I first meet her outside an arcade-style building in a tranquil, artsy, shop-lined neighborhood just outside of Boston. She’s in town to open a few shows for Tina Fey and Amy Poehler’s Restless Leg tour, and she’s holding an unlit cigarette, which she’d like to smoke before we start the interview. She can’t find a lighter, though, and like one of those kids on Old Enough, she’s stumped. Not to worry. Gray, who serves as her producer, tour manager, social media video director, and body man in all senses of the term, is already on the case.
Atsuko is the easiest person to spot in the greater Boston area. Her precise Vantablack bowl cut has become such a trademark that fans occasionally show up for her shows in tribute wigs. One time she called them up onstage. “Oh, my God,” she cried as they surrounded her. “Look at us, looking like the Beatles!” In a profession not known for its fashion sense, Atsuko dresses like an avant-garde style visionary who does most of her shopping on Etsy. She favors bright colors—reds, yellows, electric blues—and bold patterns that have no business matching yet somehow match perfectly. She loves big, dangly food-themed earrings, often made of actual food.
“I should put my daughter Oona on the phone, who’s eight and wears her jewelry and is completely obsessed with Atsuko’s fashion,” says fellow comic Mike Birbiglia, who played a key role on her HBO special as an informal dramaturge. “I’m just gonna look on her site as a point of reference, but, like”—he begins to laugh—“oh, my God, the cheese snack earrings, um, the blood orange earrings, the Froot Loop set.” Today, she’s wearing cookies, and during our next conversation a few weeks later over Zoom, she’ll be wearing Life Savers. “It comes naturally to me,” Atsuko tells me. “It’s what I’m drawn to—colorful, you know, fun shapes. The things I wanted to wear as a kid, but I was too scared to stand out too much.”
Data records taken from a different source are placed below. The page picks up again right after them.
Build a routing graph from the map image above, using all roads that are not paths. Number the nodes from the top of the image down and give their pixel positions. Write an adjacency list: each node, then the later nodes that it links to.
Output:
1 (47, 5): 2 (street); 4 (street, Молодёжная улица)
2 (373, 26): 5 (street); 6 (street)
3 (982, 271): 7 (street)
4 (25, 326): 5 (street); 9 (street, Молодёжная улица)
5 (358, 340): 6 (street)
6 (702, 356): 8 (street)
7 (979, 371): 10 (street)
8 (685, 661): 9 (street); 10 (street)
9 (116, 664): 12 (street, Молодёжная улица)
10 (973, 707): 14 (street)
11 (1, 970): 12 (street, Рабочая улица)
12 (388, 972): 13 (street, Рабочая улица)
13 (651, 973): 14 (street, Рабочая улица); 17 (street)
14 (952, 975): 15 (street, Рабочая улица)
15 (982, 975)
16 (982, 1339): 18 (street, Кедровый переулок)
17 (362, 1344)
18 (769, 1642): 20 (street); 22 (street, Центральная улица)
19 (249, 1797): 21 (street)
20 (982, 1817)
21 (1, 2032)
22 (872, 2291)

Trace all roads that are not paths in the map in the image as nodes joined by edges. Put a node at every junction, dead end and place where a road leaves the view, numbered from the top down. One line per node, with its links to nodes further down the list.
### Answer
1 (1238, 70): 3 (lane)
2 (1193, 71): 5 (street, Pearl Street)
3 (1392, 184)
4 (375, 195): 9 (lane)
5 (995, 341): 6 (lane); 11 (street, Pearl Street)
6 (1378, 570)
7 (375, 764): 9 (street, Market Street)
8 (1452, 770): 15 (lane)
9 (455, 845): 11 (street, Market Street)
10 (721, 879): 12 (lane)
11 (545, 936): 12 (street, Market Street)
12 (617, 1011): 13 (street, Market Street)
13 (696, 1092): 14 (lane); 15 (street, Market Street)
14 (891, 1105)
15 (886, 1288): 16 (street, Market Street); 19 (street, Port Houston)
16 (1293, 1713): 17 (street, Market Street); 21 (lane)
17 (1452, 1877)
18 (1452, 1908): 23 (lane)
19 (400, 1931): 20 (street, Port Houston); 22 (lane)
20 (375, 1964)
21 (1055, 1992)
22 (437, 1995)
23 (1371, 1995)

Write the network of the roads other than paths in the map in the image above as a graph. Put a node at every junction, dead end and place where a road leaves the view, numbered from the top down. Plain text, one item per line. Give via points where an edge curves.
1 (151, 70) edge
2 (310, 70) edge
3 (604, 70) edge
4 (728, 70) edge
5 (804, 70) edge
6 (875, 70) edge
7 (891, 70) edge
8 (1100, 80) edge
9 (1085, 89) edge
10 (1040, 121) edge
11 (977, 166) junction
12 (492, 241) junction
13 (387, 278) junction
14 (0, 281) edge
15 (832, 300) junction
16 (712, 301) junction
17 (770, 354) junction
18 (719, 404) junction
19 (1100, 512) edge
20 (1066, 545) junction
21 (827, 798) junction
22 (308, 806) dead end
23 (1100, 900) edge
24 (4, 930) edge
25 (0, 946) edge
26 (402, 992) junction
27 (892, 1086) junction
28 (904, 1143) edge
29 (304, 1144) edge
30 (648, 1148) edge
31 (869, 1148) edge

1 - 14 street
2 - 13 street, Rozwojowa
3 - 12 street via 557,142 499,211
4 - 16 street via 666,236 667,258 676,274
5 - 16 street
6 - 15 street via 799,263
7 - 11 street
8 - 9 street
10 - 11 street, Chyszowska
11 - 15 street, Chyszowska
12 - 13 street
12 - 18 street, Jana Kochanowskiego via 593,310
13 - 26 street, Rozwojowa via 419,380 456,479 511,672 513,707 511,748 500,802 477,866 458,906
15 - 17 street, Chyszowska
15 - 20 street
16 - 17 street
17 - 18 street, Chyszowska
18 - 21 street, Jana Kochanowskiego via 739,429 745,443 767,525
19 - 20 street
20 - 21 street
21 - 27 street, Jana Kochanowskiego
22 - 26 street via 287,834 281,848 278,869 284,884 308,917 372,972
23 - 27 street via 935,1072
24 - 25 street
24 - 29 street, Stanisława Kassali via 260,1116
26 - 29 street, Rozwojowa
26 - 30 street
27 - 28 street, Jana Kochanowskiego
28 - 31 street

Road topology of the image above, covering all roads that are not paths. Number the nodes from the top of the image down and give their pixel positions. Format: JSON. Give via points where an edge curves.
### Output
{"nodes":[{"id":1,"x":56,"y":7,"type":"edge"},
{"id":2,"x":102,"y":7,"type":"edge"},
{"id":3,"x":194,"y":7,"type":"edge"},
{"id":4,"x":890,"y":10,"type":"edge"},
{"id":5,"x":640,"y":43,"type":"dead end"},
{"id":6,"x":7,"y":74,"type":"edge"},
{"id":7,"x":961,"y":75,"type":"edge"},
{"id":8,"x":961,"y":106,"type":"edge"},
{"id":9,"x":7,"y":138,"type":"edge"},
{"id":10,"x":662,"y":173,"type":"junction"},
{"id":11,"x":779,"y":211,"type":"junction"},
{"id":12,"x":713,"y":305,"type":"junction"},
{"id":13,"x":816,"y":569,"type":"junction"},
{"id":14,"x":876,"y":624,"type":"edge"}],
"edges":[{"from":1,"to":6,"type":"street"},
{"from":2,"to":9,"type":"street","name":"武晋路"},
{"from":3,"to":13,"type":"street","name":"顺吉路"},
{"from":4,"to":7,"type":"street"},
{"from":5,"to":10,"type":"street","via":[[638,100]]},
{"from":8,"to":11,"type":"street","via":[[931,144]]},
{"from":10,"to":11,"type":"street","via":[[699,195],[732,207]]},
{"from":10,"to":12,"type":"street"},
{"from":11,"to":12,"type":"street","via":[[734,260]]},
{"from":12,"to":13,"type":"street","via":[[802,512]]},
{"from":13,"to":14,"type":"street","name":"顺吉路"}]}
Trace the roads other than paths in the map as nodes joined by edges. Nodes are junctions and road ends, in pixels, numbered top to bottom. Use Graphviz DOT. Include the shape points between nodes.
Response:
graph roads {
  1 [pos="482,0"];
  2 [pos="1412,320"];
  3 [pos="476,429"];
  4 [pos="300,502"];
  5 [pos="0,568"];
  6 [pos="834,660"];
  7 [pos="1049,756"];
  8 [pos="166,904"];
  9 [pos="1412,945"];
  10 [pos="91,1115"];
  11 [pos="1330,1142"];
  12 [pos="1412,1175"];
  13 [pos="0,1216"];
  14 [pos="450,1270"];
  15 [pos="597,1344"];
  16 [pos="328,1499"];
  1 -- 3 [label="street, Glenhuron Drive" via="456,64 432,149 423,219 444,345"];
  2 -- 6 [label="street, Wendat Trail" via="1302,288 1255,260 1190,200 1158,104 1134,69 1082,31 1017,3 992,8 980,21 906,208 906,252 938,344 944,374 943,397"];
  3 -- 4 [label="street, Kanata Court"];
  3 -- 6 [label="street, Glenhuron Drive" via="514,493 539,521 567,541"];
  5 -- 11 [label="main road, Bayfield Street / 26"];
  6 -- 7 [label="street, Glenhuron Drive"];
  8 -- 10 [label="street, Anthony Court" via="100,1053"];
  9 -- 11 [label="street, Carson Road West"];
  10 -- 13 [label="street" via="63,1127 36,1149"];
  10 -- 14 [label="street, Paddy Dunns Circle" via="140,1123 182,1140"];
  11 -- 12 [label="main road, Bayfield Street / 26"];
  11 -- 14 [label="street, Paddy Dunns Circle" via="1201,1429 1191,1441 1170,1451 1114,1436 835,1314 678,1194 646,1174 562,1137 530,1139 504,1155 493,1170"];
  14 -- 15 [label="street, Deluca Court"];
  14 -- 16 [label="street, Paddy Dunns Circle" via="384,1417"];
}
She didn’t go full bowl cut until around 2017, which not so coincidentally is when she started finding her voice as a comic. She’s sure it has something to do with a stunted adolescence from what sounds like a nightmarish childhood, but she’s also not the type to process trauma through anger and dark eyeliner. She did go through those phases, onstage and off, but they never felt like her. This—bowl cut, cookie earrings, bright orange top she bought at a Taiwanese night market—is her. “If I’m gonna be me in the way I talk,” she says, “I’m gonna be me in the way I look too.”